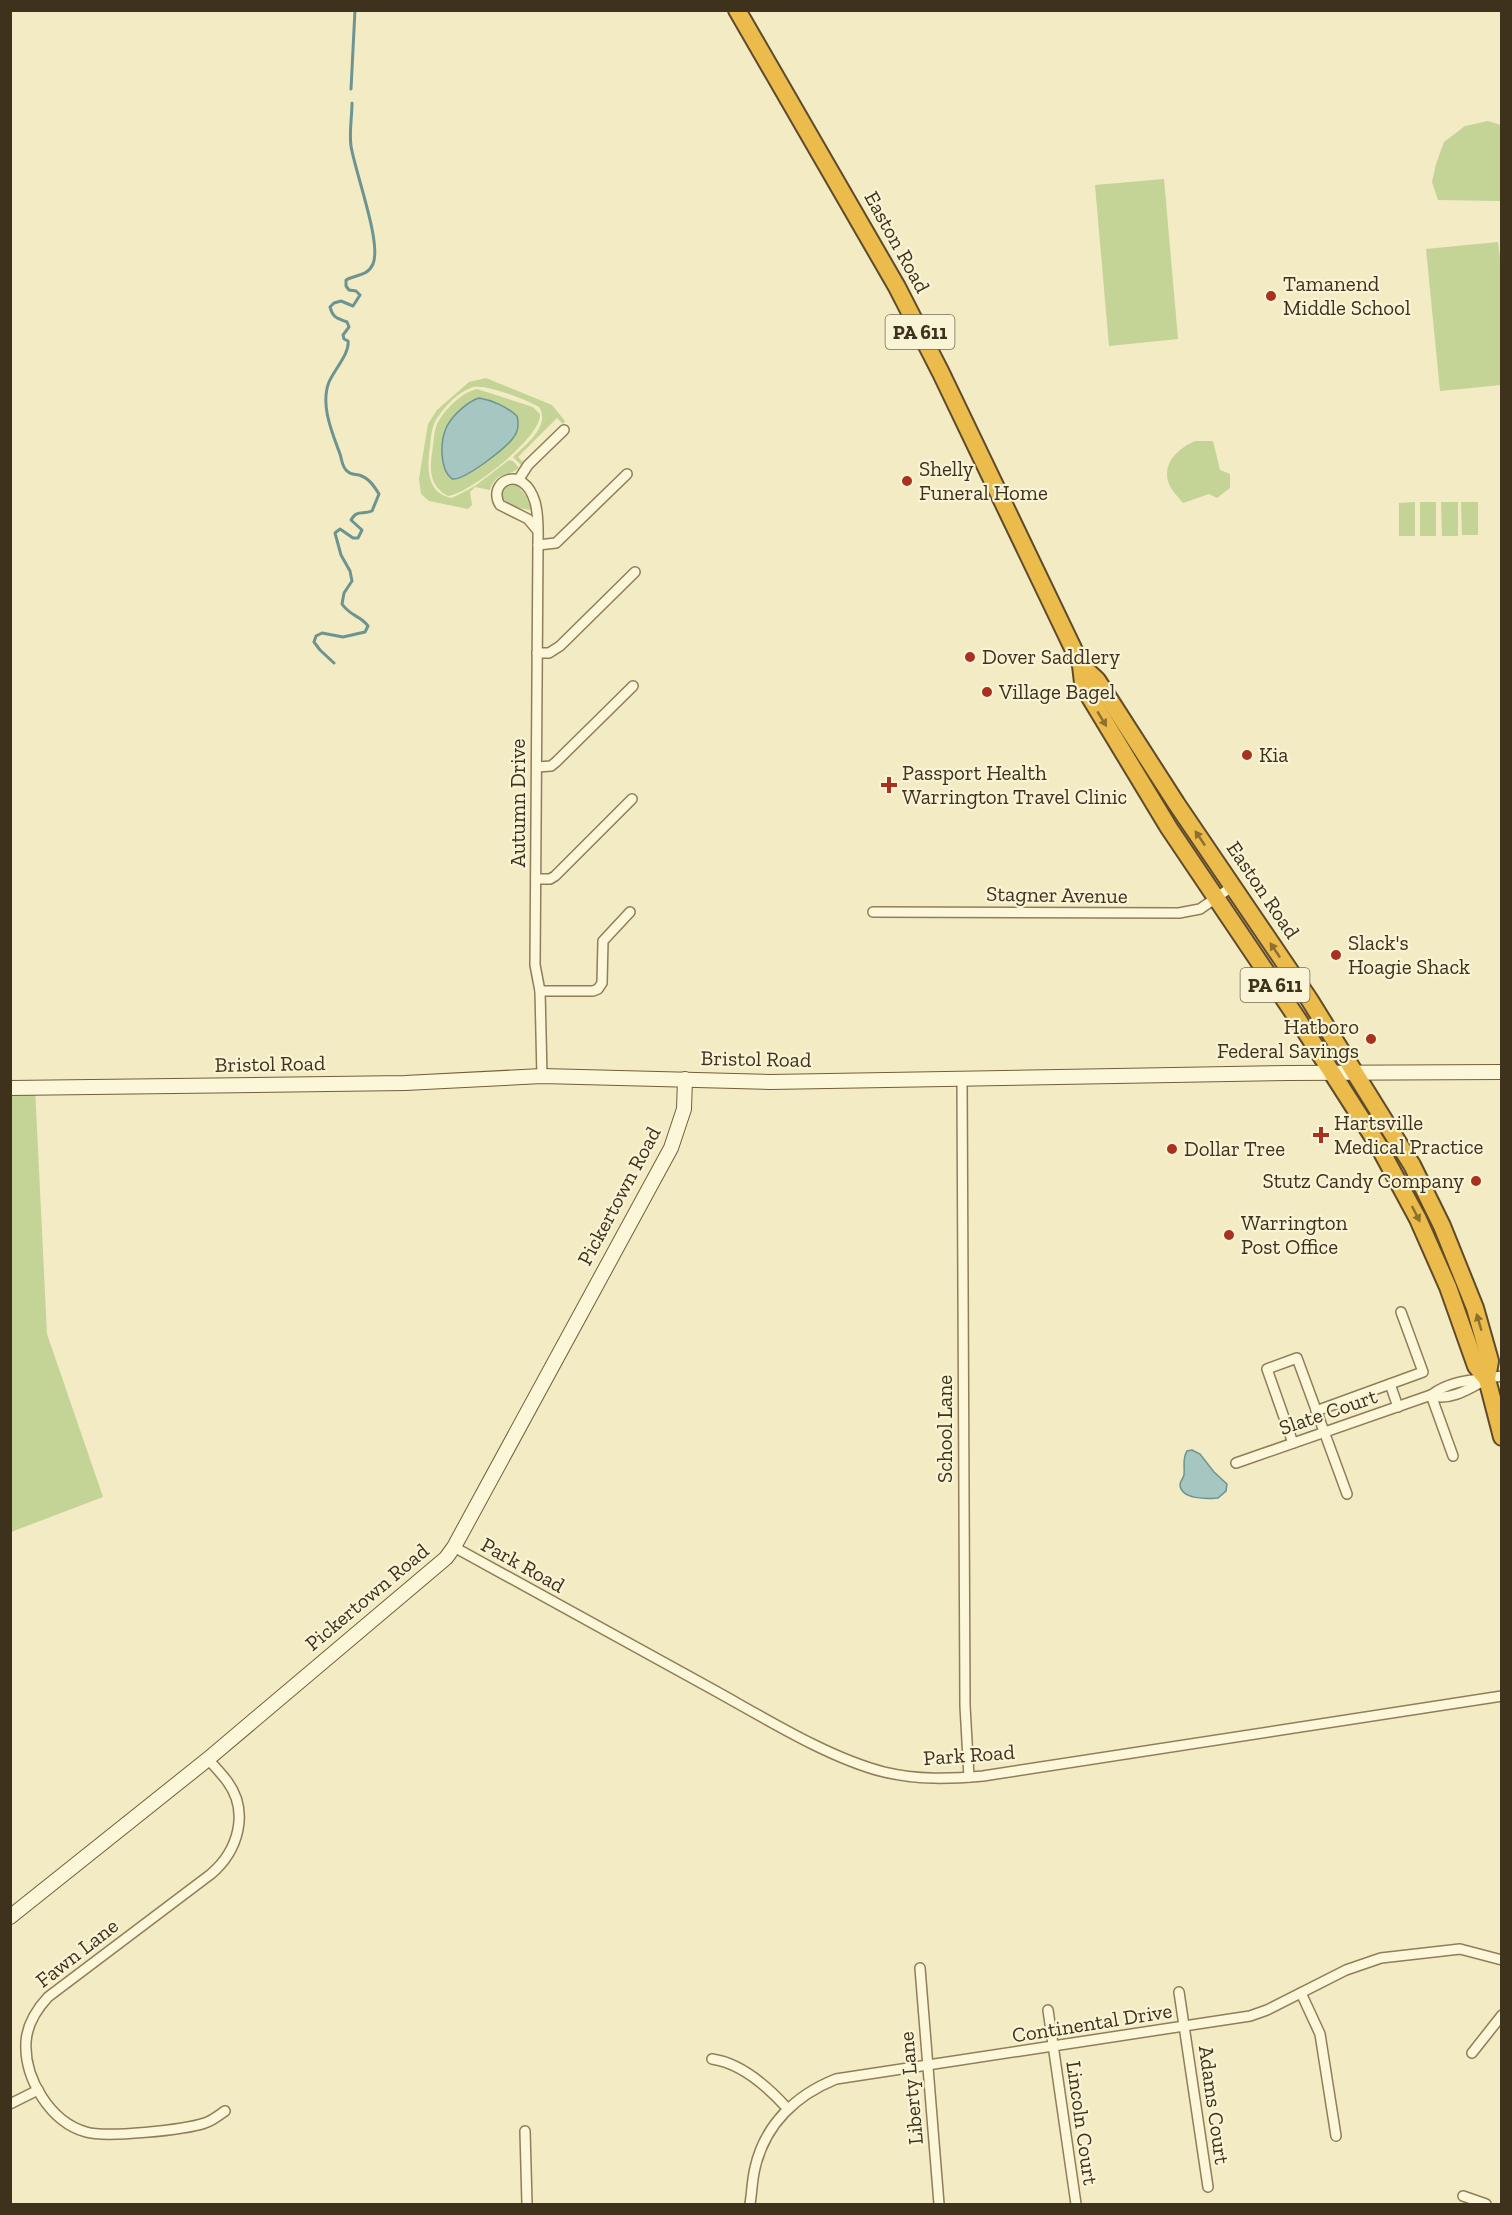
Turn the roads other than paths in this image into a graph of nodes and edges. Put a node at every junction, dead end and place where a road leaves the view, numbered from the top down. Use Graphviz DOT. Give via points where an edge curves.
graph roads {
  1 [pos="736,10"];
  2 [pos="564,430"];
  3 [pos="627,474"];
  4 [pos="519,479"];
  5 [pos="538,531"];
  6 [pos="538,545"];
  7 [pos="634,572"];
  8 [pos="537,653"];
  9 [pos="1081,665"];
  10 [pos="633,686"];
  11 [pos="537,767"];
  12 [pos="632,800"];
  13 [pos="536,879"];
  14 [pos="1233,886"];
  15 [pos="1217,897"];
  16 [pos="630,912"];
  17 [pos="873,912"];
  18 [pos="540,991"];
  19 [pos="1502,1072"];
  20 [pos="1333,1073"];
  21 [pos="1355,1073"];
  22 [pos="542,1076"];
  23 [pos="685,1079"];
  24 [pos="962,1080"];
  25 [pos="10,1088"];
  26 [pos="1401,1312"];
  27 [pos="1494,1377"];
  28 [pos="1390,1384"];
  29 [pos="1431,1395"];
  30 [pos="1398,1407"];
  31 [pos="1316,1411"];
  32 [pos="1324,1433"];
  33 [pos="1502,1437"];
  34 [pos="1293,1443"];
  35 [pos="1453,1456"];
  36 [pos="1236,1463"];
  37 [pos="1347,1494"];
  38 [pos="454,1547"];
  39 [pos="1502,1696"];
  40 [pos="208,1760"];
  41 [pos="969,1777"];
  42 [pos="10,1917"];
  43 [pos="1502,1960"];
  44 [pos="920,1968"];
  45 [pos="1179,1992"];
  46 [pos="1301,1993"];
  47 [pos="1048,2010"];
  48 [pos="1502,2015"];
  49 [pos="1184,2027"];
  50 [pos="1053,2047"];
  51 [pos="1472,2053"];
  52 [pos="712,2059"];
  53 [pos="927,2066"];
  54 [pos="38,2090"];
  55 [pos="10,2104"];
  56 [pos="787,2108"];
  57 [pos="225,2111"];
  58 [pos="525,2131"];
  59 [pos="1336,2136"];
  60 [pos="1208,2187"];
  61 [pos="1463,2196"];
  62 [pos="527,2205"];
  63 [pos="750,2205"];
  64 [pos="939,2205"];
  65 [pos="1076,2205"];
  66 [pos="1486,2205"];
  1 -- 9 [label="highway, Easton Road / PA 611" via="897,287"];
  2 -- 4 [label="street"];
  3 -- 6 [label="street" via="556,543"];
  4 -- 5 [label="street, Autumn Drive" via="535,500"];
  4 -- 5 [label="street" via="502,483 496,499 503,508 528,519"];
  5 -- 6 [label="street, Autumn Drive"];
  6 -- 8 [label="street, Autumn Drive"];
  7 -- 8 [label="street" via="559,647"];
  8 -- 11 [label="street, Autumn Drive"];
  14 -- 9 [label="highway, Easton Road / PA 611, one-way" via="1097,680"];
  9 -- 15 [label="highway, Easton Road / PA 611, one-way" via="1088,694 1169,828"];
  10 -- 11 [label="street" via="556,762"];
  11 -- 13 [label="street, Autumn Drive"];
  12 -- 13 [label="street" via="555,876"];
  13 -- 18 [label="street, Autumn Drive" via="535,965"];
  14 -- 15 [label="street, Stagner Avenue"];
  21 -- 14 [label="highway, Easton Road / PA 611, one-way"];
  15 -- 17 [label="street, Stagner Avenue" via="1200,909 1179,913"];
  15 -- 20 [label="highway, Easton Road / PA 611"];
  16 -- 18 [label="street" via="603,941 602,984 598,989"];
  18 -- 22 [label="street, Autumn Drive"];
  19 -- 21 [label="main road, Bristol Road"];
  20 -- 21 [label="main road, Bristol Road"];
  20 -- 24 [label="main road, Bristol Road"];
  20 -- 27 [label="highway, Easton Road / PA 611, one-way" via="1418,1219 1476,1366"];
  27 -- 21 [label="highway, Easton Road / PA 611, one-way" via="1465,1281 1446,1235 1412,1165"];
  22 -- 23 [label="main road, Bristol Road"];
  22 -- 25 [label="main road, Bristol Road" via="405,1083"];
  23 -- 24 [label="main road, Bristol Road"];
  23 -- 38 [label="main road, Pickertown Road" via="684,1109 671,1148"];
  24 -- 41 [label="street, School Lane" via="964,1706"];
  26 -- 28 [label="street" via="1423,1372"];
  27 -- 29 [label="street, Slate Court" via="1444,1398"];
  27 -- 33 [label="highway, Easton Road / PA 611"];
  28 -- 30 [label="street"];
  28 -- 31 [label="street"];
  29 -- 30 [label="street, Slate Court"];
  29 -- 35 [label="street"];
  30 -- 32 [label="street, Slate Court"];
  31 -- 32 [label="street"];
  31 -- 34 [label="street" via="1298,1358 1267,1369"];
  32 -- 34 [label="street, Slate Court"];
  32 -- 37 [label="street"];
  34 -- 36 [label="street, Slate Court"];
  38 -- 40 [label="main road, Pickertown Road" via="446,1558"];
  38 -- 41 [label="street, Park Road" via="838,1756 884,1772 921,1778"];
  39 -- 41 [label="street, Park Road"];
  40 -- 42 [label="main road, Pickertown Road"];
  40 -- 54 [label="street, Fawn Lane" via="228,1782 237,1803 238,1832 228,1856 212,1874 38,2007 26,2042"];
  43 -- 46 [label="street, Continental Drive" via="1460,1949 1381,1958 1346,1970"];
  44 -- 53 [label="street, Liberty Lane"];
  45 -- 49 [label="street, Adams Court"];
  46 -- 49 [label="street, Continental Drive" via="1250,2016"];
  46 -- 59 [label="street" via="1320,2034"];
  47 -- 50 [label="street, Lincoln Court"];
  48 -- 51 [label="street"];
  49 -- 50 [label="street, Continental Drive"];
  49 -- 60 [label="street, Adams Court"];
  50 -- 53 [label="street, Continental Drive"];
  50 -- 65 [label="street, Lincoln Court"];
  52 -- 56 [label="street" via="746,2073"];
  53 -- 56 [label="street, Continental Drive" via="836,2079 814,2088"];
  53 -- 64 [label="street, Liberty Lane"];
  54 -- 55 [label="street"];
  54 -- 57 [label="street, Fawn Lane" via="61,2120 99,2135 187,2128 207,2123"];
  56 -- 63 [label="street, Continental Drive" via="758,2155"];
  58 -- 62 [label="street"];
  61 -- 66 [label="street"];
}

What to work on »
Filter the records for lines containing the word "Park" and copy each one.

Solved problem »
  38 -- 41 [label="street, Park Road" via="838,1756 884,1772 921,1778"];
  39 -- 41 [label="street, Park Road"];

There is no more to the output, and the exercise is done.